> **Information given**:
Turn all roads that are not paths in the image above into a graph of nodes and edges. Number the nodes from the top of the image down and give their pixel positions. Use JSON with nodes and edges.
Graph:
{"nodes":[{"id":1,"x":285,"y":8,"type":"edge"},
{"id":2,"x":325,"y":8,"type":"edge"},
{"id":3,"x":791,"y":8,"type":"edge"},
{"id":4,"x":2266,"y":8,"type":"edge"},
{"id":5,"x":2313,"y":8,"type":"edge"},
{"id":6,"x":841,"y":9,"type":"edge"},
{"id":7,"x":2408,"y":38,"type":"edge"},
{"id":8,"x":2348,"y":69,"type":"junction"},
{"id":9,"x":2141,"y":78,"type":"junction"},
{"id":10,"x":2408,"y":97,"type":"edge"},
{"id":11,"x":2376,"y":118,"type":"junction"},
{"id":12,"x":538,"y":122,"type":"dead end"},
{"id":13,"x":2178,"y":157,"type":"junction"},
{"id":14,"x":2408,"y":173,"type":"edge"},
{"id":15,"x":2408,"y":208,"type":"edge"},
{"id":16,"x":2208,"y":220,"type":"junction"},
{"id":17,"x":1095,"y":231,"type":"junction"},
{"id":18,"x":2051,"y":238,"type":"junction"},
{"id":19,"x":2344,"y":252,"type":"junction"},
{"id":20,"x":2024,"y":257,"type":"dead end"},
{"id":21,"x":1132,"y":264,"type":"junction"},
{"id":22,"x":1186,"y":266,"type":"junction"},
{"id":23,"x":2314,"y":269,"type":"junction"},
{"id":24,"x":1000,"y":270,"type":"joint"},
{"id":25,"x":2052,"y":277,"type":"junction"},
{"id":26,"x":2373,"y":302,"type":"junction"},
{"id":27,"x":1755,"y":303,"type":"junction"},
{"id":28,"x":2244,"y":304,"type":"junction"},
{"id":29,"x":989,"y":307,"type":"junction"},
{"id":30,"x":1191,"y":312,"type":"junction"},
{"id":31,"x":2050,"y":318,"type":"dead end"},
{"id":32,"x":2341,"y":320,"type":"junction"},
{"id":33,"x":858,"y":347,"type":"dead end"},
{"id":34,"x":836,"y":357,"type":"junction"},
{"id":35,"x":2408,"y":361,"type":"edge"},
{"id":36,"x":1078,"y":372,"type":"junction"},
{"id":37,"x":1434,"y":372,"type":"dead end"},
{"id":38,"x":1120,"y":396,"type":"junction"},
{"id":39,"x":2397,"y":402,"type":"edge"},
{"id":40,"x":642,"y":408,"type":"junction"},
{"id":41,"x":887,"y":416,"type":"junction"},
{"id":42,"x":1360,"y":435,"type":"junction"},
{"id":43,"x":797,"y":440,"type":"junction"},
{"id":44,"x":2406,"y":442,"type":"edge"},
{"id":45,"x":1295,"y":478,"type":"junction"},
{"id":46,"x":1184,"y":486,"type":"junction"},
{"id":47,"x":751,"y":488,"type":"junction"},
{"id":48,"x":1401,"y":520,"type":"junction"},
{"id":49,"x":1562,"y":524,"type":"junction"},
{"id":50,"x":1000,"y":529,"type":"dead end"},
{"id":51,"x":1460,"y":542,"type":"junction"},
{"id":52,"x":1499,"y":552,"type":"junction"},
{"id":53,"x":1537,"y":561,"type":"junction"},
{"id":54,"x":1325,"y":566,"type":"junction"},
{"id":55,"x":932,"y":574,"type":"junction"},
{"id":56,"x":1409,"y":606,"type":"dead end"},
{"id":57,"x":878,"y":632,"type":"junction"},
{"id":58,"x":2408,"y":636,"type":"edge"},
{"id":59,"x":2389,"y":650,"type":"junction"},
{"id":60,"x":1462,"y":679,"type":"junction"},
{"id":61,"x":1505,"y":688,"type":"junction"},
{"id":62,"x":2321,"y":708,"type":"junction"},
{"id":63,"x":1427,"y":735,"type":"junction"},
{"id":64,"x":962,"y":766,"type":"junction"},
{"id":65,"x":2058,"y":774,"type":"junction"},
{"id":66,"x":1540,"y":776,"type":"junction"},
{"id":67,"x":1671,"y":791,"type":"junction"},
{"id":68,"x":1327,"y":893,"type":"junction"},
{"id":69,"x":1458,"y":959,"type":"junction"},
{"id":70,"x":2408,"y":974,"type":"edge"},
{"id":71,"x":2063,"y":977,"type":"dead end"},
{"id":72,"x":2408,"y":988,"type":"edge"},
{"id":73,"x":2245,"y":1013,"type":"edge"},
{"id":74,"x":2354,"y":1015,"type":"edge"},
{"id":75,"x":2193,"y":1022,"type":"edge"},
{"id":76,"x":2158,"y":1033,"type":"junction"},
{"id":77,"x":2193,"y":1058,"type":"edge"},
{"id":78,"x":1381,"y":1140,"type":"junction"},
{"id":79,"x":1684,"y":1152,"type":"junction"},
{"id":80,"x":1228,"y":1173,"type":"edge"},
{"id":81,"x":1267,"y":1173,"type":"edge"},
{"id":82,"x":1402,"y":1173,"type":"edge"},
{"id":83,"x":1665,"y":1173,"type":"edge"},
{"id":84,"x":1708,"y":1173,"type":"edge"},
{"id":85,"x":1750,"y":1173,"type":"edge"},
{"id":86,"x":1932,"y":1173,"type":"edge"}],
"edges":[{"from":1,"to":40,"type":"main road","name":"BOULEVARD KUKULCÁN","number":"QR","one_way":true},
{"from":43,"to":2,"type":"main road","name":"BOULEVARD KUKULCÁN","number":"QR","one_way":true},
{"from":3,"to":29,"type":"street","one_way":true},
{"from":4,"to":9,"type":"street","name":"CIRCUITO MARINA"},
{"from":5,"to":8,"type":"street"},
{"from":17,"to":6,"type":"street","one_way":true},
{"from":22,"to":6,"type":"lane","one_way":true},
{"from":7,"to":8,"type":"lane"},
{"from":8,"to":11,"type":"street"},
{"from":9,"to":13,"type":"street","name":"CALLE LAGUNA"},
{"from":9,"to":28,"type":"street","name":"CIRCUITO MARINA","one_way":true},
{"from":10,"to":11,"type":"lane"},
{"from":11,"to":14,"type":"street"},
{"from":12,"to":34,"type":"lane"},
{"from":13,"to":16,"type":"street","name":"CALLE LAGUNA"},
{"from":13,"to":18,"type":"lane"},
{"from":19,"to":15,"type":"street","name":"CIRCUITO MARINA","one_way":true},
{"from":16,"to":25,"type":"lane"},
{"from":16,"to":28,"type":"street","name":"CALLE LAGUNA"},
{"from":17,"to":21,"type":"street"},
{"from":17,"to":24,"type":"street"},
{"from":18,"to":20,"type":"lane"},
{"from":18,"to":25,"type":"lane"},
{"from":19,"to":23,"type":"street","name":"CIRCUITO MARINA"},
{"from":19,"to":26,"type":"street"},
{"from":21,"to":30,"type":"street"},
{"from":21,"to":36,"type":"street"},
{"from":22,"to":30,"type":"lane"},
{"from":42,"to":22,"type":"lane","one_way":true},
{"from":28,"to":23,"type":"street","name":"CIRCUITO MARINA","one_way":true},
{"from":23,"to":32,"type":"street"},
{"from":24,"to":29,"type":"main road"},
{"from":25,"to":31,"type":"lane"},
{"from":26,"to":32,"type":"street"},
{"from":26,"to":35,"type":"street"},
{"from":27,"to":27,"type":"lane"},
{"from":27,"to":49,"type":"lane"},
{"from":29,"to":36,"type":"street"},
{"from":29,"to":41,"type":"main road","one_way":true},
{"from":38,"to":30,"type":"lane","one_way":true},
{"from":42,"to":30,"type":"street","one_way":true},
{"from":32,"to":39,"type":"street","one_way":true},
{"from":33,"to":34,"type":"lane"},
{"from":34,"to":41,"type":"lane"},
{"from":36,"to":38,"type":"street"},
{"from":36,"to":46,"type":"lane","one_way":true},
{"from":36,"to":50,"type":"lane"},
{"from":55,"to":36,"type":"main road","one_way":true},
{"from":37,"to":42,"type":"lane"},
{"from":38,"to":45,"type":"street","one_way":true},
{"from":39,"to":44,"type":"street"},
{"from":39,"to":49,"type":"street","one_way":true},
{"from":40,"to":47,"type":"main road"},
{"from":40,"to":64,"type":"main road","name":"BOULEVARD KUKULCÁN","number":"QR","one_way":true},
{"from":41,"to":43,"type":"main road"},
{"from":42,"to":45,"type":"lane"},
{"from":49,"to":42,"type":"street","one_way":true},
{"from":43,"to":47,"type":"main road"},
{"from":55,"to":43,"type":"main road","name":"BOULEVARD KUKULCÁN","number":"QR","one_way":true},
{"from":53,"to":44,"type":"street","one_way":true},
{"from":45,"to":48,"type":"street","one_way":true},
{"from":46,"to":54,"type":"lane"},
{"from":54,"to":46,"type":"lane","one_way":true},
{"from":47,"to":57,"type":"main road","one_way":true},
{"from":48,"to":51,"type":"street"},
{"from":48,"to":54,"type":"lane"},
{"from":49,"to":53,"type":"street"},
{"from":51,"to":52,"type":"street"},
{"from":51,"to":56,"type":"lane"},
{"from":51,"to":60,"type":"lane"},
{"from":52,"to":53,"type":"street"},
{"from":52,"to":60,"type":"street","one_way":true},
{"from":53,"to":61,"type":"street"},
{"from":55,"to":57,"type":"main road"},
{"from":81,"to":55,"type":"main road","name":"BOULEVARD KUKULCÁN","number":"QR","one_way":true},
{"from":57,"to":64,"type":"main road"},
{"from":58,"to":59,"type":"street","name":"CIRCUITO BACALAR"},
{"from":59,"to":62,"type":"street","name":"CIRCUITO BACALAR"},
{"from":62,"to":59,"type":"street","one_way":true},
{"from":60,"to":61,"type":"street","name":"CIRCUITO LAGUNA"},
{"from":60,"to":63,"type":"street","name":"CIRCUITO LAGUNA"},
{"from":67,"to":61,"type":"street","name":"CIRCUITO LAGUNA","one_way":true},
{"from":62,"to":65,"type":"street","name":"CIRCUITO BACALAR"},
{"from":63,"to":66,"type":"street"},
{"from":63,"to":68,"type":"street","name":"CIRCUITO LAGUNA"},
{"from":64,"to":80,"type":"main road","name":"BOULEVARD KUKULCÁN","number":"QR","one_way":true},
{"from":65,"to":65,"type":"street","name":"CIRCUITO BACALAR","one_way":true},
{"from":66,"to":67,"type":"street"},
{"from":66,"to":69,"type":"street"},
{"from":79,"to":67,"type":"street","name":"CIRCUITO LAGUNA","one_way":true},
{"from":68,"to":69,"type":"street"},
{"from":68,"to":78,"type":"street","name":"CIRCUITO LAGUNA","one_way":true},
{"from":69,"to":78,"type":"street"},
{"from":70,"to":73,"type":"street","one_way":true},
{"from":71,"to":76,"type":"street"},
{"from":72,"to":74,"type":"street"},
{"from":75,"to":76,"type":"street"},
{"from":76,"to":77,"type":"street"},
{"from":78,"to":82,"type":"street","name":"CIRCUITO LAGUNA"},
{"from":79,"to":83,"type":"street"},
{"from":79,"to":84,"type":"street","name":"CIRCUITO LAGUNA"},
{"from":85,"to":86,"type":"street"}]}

> **Description of the task**:
Wherever the word "nodes" appears in the listing, copy the line that holds it.

> **Response below**:
Turn all roads that are not paths in the image above into a graph of nodes and edges. Number the nodes from the top of the image down and give their pixel positions. Use JSON with nodes and edges.
{"nodes":[{"id":1,"x":285,"y":8,"type":"edge"},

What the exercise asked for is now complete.